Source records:
..............................

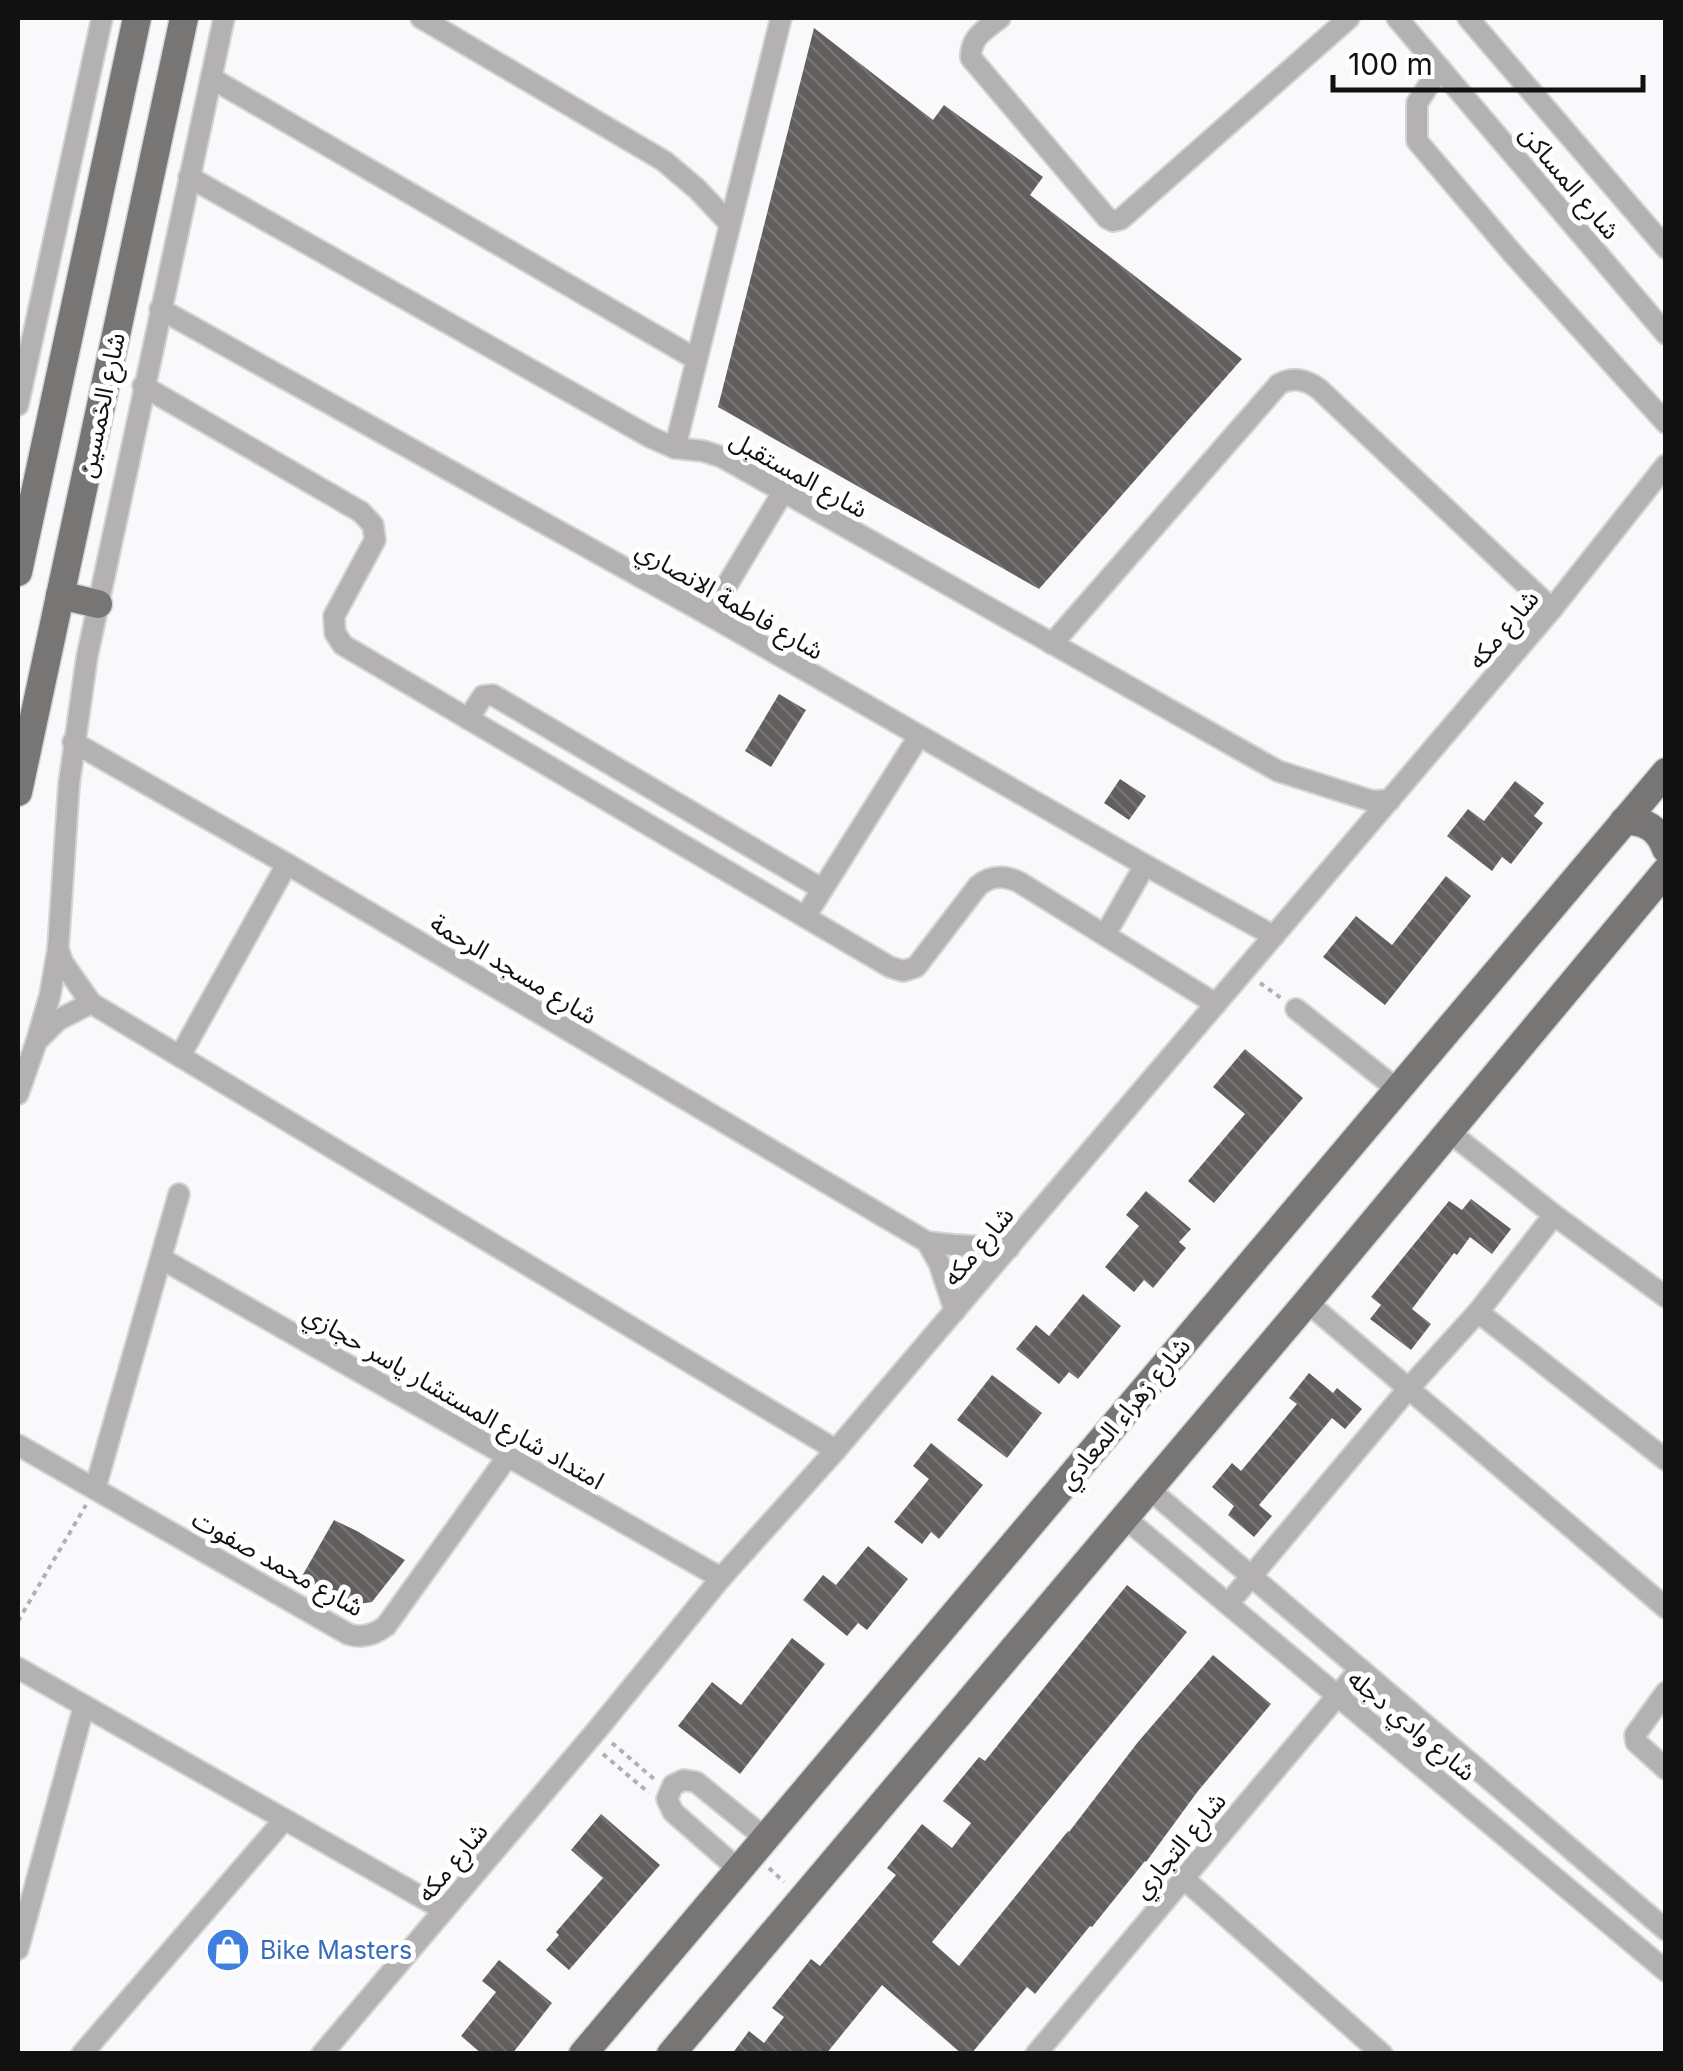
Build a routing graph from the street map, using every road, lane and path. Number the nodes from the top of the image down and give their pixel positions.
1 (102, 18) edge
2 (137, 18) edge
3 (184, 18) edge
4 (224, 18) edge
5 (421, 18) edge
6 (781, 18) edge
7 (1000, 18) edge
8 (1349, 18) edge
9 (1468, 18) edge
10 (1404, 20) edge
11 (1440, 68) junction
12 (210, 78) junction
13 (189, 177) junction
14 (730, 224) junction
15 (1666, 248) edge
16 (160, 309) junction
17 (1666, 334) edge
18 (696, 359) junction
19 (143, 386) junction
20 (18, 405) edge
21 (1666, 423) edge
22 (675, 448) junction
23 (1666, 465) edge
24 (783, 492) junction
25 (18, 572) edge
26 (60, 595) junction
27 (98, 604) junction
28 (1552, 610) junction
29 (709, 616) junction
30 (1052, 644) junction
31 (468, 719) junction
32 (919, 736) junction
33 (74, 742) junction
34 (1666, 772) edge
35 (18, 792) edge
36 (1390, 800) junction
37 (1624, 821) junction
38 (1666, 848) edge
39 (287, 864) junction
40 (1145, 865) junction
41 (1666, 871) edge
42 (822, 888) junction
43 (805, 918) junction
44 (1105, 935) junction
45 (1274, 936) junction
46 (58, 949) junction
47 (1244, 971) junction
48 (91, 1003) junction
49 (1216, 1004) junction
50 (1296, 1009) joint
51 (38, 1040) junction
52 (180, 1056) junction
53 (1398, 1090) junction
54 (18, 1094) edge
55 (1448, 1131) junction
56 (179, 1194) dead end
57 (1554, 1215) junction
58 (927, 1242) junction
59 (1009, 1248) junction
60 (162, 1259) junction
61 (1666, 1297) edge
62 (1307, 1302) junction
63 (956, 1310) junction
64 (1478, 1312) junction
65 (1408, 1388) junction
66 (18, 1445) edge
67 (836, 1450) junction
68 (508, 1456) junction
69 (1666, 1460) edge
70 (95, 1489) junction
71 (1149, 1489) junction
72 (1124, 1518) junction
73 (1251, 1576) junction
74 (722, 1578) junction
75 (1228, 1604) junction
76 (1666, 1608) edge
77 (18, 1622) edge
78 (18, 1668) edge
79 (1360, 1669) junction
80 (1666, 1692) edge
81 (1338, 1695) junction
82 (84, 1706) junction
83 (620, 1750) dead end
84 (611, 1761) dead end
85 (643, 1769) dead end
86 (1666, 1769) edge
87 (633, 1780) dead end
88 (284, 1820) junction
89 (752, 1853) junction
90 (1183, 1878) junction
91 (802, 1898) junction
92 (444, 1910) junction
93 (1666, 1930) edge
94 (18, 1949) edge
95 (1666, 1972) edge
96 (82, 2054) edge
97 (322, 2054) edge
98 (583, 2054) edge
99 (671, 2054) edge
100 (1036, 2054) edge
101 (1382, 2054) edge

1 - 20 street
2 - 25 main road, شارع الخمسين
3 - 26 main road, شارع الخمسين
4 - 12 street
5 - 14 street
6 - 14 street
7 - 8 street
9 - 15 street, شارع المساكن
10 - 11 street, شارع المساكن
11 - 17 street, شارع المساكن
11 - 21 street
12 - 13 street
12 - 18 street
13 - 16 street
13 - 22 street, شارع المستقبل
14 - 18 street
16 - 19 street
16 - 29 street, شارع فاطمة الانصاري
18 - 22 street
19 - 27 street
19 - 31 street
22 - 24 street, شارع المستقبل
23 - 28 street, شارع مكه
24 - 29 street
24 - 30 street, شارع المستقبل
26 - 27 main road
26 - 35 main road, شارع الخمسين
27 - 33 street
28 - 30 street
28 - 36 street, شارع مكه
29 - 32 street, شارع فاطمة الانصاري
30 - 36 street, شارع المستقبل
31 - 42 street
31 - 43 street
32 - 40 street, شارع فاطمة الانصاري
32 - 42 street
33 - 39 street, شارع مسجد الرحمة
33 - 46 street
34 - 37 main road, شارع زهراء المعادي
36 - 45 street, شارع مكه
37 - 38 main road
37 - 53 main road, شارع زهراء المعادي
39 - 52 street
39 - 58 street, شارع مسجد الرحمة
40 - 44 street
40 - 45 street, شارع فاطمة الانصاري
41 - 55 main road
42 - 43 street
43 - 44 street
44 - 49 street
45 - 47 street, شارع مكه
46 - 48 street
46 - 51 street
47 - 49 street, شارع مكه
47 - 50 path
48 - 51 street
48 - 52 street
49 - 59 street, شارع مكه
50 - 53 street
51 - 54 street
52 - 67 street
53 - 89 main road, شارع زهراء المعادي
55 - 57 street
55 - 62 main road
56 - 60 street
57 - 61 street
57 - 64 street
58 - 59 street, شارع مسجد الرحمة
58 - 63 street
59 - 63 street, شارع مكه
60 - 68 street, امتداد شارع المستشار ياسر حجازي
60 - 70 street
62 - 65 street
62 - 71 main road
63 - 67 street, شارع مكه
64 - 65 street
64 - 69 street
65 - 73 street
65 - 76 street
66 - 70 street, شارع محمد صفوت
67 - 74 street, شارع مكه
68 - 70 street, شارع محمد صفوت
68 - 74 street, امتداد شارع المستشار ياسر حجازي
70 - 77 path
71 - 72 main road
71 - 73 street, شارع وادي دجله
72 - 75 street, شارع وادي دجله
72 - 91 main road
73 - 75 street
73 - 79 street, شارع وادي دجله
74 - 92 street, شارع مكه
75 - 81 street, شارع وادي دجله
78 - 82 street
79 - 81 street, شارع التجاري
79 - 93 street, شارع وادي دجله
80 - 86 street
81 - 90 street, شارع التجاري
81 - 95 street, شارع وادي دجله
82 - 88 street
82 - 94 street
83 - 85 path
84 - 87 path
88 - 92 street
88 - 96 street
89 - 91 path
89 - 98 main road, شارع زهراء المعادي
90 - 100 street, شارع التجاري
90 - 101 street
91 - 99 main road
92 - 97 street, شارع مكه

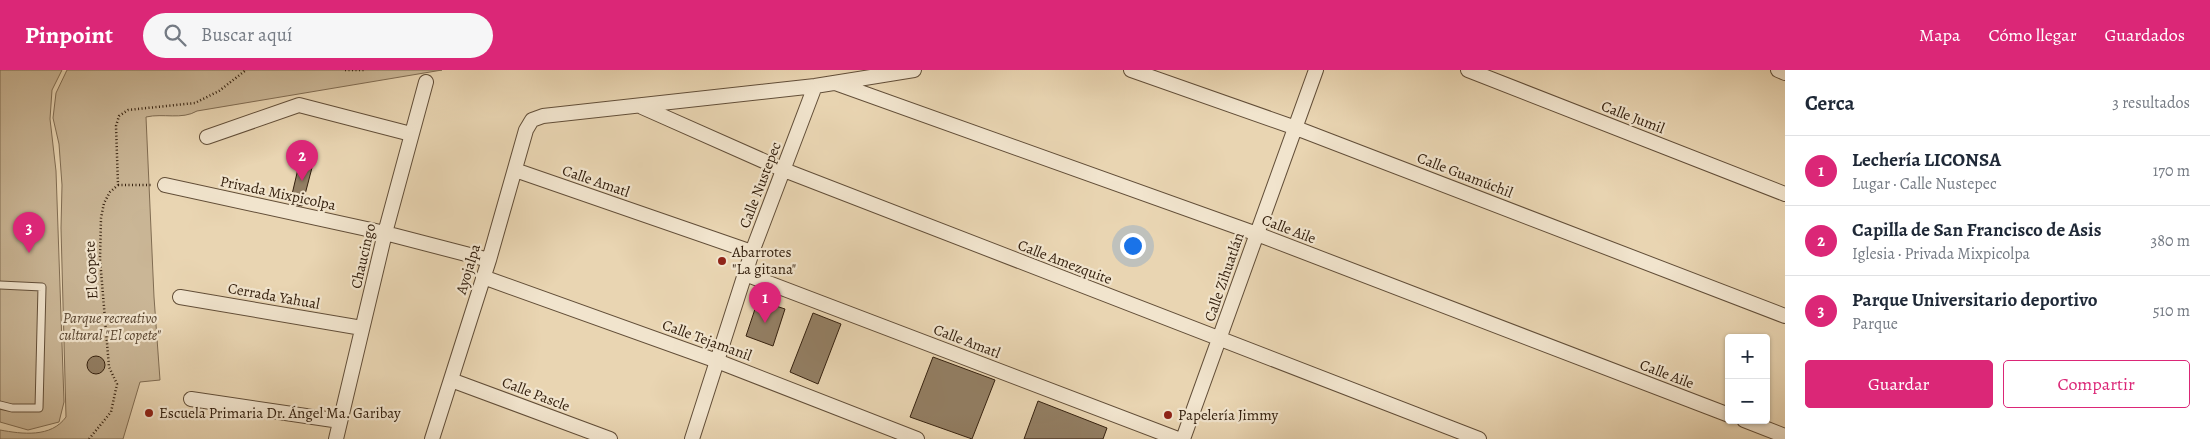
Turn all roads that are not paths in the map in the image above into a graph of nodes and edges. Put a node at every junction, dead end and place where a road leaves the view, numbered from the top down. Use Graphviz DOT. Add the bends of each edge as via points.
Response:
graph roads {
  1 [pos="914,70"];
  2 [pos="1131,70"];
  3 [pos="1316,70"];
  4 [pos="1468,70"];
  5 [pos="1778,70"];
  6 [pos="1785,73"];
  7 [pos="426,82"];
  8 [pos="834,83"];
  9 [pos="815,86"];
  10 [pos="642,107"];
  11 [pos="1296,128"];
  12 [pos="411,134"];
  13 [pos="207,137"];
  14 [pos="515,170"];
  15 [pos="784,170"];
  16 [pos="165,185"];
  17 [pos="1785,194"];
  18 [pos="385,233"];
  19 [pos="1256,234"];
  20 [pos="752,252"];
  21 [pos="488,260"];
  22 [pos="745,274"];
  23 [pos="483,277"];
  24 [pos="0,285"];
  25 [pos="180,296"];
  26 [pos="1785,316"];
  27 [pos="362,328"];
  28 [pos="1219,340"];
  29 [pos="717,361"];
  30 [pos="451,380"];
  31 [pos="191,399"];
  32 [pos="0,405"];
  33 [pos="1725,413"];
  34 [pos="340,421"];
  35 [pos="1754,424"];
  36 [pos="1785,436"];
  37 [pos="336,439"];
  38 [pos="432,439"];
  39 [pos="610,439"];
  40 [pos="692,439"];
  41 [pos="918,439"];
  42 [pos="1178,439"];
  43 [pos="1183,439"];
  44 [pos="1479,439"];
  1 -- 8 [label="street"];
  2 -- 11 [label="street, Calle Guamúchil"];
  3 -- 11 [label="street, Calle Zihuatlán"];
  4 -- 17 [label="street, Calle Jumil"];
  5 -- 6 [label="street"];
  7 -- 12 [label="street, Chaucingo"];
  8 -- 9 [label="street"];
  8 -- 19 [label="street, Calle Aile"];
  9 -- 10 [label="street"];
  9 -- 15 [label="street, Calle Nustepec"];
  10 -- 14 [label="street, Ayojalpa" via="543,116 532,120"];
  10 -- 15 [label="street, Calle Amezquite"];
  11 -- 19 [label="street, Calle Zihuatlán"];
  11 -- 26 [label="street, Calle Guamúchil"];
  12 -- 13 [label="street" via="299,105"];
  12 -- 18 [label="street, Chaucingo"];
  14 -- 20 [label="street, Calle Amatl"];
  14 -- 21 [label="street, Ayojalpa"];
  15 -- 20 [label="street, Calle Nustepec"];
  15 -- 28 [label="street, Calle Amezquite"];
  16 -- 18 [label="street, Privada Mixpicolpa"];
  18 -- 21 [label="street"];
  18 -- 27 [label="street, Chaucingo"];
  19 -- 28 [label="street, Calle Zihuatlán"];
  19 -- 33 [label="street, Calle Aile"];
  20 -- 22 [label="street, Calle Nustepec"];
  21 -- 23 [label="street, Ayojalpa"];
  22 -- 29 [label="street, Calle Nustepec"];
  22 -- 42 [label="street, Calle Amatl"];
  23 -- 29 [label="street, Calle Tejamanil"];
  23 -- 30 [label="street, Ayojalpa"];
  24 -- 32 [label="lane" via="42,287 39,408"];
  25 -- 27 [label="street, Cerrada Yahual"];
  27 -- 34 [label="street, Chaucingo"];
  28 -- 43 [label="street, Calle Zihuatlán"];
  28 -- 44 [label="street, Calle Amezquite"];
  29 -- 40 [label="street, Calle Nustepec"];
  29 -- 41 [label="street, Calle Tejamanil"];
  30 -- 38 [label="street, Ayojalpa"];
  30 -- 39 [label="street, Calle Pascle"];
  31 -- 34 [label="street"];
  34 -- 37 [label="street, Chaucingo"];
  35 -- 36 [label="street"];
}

..............................

**TASK TO COMPLETE**
Look through the data above and report every line in which "Chaucingo" appears.

**WRITTEN ANSWER**
  7 -- 12 [label="street, Chaucingo"];
  12 -- 18 [label="street, Chaucingo"];
  18 -- 27 [label="street, Chaucingo"];
  27 -- 34 [label="street, Chaucingo"];
  34 -- 37 [label="street, Chaucingo"];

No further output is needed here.